Тот, кто не читал Сэлинджера: Новеллы - Котлярский Марк Ильич
— Пришли… — Шила внезапно остановилась перед дверью, над которой с трудом можно было различить потускневшую от времени латиницу «Amor vincit omnia».
— «Любовь — превыше всего!» — безразлично перевела Шила и неприятно хохотнула.
За дверью раздались шаги.
— Кто там? — произнес женский голос.
— Юлечка, с Новым годом! — закричала Шила, — открывай!
Дверь отворилась, и на пороге показалась молодая женщина с бокалом в руке.
— Ну что, Шила, в мешке не утаишь? — спросила она, улыбнувшись, и потрепала Шилу по плечу.
— Не утаишь, не утаишь! — отреагировала Шила и, повернувшись к нам, объяснила:
— Это у нас ритуал такой, игра слов.
— Игра! — подтвердила Юлия и выпила остатки вина. — Заходите.
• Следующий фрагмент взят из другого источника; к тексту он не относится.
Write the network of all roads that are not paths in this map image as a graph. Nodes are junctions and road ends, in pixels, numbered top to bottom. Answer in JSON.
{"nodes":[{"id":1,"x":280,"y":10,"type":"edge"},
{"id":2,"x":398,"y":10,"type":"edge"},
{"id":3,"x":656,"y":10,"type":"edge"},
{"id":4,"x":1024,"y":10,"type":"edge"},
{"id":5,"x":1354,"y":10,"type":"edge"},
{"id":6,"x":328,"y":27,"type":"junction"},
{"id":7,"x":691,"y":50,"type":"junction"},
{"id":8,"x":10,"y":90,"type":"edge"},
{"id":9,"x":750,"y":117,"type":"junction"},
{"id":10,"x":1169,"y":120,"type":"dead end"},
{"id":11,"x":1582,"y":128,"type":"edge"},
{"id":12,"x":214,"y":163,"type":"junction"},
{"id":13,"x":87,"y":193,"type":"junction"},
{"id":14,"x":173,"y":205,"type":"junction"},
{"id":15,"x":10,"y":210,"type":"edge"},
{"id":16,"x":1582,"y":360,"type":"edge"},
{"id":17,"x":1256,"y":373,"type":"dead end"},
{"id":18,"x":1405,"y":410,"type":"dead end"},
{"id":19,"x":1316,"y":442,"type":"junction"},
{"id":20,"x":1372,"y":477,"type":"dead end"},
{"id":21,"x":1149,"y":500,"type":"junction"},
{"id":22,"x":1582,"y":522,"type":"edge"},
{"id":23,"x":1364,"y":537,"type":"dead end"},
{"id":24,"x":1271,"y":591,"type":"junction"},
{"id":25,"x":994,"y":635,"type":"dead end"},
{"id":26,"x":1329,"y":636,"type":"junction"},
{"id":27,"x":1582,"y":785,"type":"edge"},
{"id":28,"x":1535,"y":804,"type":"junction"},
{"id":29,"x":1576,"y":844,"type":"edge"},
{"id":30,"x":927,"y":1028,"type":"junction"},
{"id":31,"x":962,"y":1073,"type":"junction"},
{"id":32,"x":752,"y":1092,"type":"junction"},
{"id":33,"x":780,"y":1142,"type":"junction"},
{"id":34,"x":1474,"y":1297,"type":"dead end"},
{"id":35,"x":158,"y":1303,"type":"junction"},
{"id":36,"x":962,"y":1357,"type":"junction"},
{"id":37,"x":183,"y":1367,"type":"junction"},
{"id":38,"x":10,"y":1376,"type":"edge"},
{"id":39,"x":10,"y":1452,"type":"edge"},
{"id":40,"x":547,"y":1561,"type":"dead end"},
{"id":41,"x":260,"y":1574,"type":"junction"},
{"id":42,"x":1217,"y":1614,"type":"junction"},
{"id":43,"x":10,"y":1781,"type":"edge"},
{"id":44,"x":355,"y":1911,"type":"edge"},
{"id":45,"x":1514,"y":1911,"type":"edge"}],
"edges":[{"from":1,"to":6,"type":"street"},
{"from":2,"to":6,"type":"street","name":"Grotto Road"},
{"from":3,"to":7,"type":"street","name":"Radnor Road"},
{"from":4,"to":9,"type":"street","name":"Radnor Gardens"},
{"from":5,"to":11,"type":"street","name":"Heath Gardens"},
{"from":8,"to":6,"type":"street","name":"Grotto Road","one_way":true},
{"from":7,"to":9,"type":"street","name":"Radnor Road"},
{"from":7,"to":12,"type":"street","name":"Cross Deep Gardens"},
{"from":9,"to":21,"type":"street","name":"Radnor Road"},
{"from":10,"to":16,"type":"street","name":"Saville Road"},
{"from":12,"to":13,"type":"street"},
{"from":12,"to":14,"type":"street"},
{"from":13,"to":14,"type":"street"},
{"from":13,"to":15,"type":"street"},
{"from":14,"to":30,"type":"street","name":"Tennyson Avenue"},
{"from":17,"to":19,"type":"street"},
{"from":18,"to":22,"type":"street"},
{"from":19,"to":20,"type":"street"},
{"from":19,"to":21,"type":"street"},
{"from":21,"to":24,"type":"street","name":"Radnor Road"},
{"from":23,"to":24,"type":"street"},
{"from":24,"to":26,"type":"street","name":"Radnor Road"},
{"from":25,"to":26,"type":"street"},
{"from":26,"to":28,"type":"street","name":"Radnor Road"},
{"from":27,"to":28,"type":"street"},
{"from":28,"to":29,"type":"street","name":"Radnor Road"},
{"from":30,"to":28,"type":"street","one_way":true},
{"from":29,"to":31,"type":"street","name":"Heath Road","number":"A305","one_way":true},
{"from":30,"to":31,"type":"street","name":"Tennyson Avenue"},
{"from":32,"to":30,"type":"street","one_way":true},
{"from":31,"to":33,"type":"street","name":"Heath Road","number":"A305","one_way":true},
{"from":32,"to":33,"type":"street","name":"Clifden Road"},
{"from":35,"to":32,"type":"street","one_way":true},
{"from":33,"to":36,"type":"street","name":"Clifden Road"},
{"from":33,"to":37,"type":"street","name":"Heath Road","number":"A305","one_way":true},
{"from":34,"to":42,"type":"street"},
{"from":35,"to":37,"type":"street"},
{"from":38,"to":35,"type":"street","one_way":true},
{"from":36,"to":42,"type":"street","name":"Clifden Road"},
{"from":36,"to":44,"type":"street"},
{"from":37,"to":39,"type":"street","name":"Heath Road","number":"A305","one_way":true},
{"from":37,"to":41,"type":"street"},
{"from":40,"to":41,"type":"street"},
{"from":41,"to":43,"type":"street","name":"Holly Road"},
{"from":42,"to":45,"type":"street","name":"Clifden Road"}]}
Прошу вас…
Узкая прихожая вела в небольшую залу, чьи стены были увешаны картинами; слева от входа лениво вилась вверх небольшая лестничка с искусными вензельками на перилах. Справа пылал камин, а посредине примостился прямоугольный низкий стол, уставленный бесхитростной закуской, тарелочками с орешками и несколькими, практически опорожненными, бутылками.
— Вот, знакомьтесь, — небрежно кивнула в сторону Юлия, — мой муж Джеймс.
Навстречу к нам из-за стола поднялся, слегка качнувшись, огромный человек, удивительно похожий на известного российского артиста, бравирующего своей статью и яростной хрипотцой, столь же яростно позаимствованной у Владимира Высоцкого (если бы можно было бы позаимствовать талант; увы, в данном случае заимствование не проходит даже под очень большой заем).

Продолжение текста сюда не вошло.